:: Exercise directions ::
The records that follow are to be repeated exactly, without any pictures.

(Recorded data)
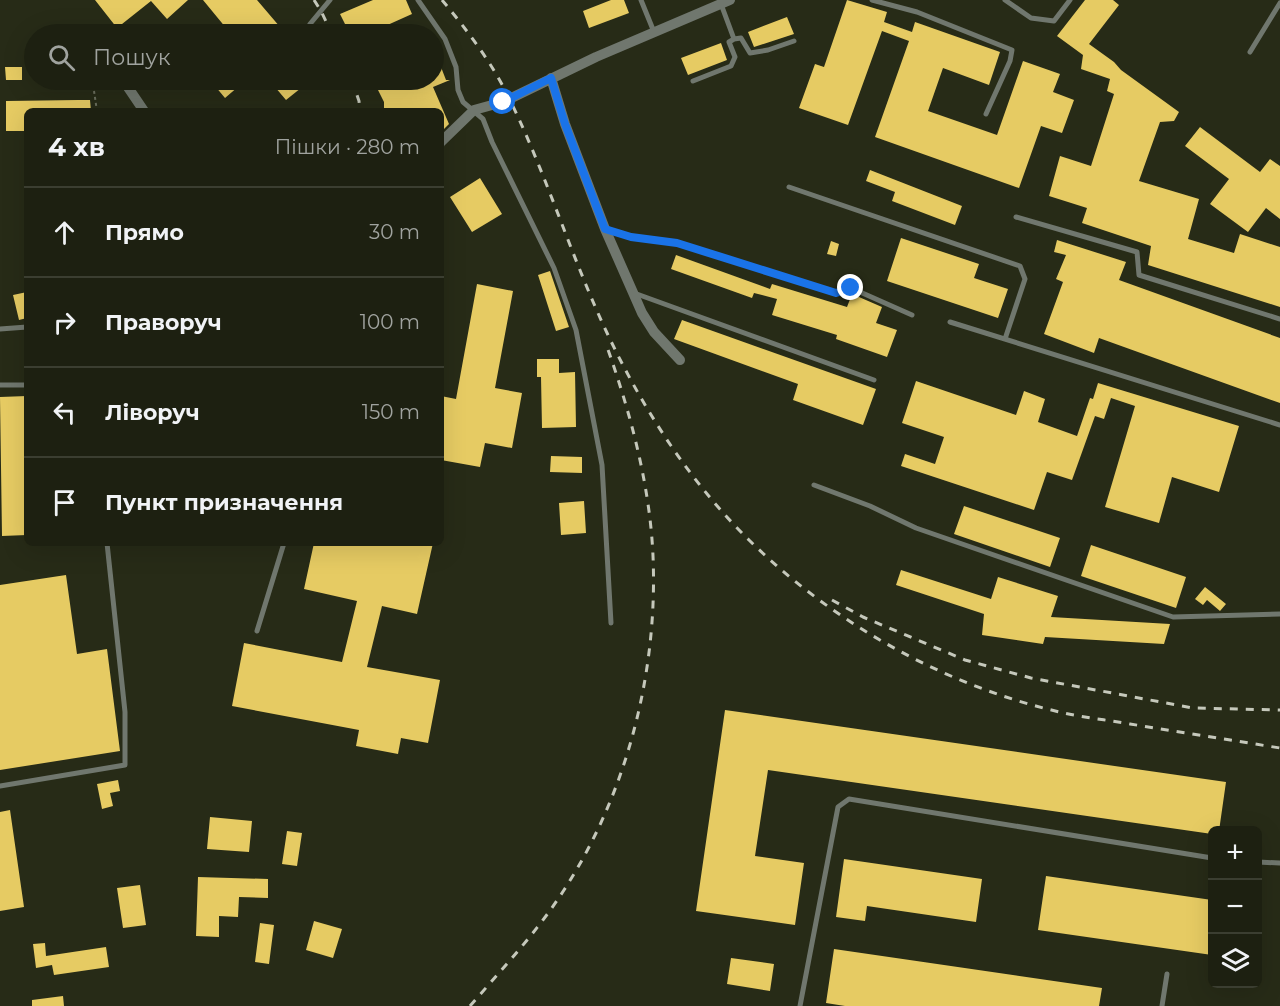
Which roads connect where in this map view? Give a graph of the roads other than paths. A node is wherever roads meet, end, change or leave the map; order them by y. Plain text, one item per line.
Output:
1 (330, 0) edge
2 (418, 0) edge
3 (641, 0) edge
4 (872, 0) edge
5 (1005, 0) edge
6 (1070, 0) edge
7 (727, 1) edge
8 (1280, 3) edge
9 (310, 24) dead end
10 (435, 24) edge
11 (654, 32) junction
12 (444, 38) edge
13 (734, 39) junction
14 (794, 41) dead end
15 (1250, 52) dead end
16 (551, 78) junction
17 (693, 81) dead end
18 (130, 90) edge
19 (142, 108) edge
20 (474, 110) junction
21 (986, 114) dead end
22 (444, 143) edge
23 (789, 187) dead end
24 (1016, 217) dead end
25 (605, 229) junction
26 (632, 292) junction
27 (912, 315) dead end
28 (1280, 319) edge
29 (950, 322) dead end
30 (24, 327) edge
31 (0, 329) edge
32 (1005, 339) junction
33 (680, 360) dead end
34 (874, 380) dead end
35 (0, 385) edge
36 (24, 385) edge
37 (1280, 425) edge
38 (814, 485) dead end
39 (107, 546) edge
40 (283, 546) edge
41 (1280, 614) edge
42 (611, 623) dead end
43 (257, 631) dead end
44 (0, 786) edge
45 (1208, 857) edge
46 (1262, 862) edge
47 (1280, 863) edge
48 (1167, 974) dead end
49 (800, 1006) edge
50 (1162, 1006) edge

1 - 9 lane
2 - 10 lane
3 - 11 lane
4 - 21 lane
5 - 6 lane
7 - 11 street
7 - 13 lane
8 - 15 lane
11 - 16 street
12 - 20 lane
13 - 14 lane
13 - 17 lane
16 - 20 street
16 - 25 street
18 - 19 street
20 - 22 street
20 - 42 lane
23 - 32 lane
24 - 28 lane
25 - 26 street
25 - 27 lane
26 - 33 street
26 - 34 lane
29 - 32 lane
30 - 31 lane
32 - 37 lane
35 - 36 lane
38 - 41 lane
39 - 44 lane
40 - 43 lane
45 - 49 lane
46 - 47 lane
48 - 50 lane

:: Answer for this exercise ::
Which roads connect where in this map view? Give a graph of the roads other than paths. A node is wherever roads meet, end, change or leave the map; order them by y. Plain text, one item per line.
Output:
1 (330, 0) edge
2 (418, 0) edge
3 (641, 0) edge
4 (872, 0) edge
5 (1005, 0) edge
6 (1070, 0) edge
7 (727, 1) edge
8 (1280, 3) edge
9 (310, 24) dead end
10 (435, 24) edge
11 (654, 32) junction
12 (444, 38) edge
13 (734, 39) junction
14 (794, 41) dead end
15 (1250, 52) dead end
16 (551, 78) junction
17 (693, 81) dead end
18 (130, 90) edge
19 (142, 108) edge
20 (474, 110) junction
21 (986, 114) dead end
22 (444, 143) edge
23 (789, 187) dead end
24 (1016, 217) dead end
25 (605, 229) junction
26 (632, 292) junction
27 (912, 315) dead end
28 (1280, 319) edge
29 (950, 322) dead end
30 (24, 327) edge
31 (0, 329) edge
32 (1005, 339) junction
33 (680, 360) dead end
34 (874, 380) dead end
35 (0, 385) edge
36 (24, 385) edge
37 (1280, 425) edge
38 (814, 485) dead end
39 (107, 546) edge
40 (283, 546) edge
41 (1280, 614) edge
42 (611, 623) dead end
43 (257, 631) dead end
44 (0, 786) edge
45 (1208, 857) edge
46 (1262, 862) edge
47 (1280, 863) edge
48 (1167, 974) dead end
49 (800, 1006) edge
50 (1162, 1006) edge

1 - 9 lane
2 - 10 lane
3 - 11 lane
4 - 21 lane
5 - 6 lane
7 - 11 street
7 - 13 lane
8 - 15 lane
11 - 16 street
12 - 20 lane
13 - 14 lane
13 - 17 lane
16 - 20 street
16 - 25 street
18 - 19 street
20 - 22 street
20 - 42 lane
23 - 32 lane
24 - 28 lane
25 - 26 street
25 - 27 lane
26 - 33 street
26 - 34 lane
29 - 32 lane
30 - 31 lane
32 - 37 lane
35 - 36 lane
38 - 41 lane
39 - 44 lane
40 - 43 lane
45 - 49 lane
46 - 47 lane
48 - 50 lane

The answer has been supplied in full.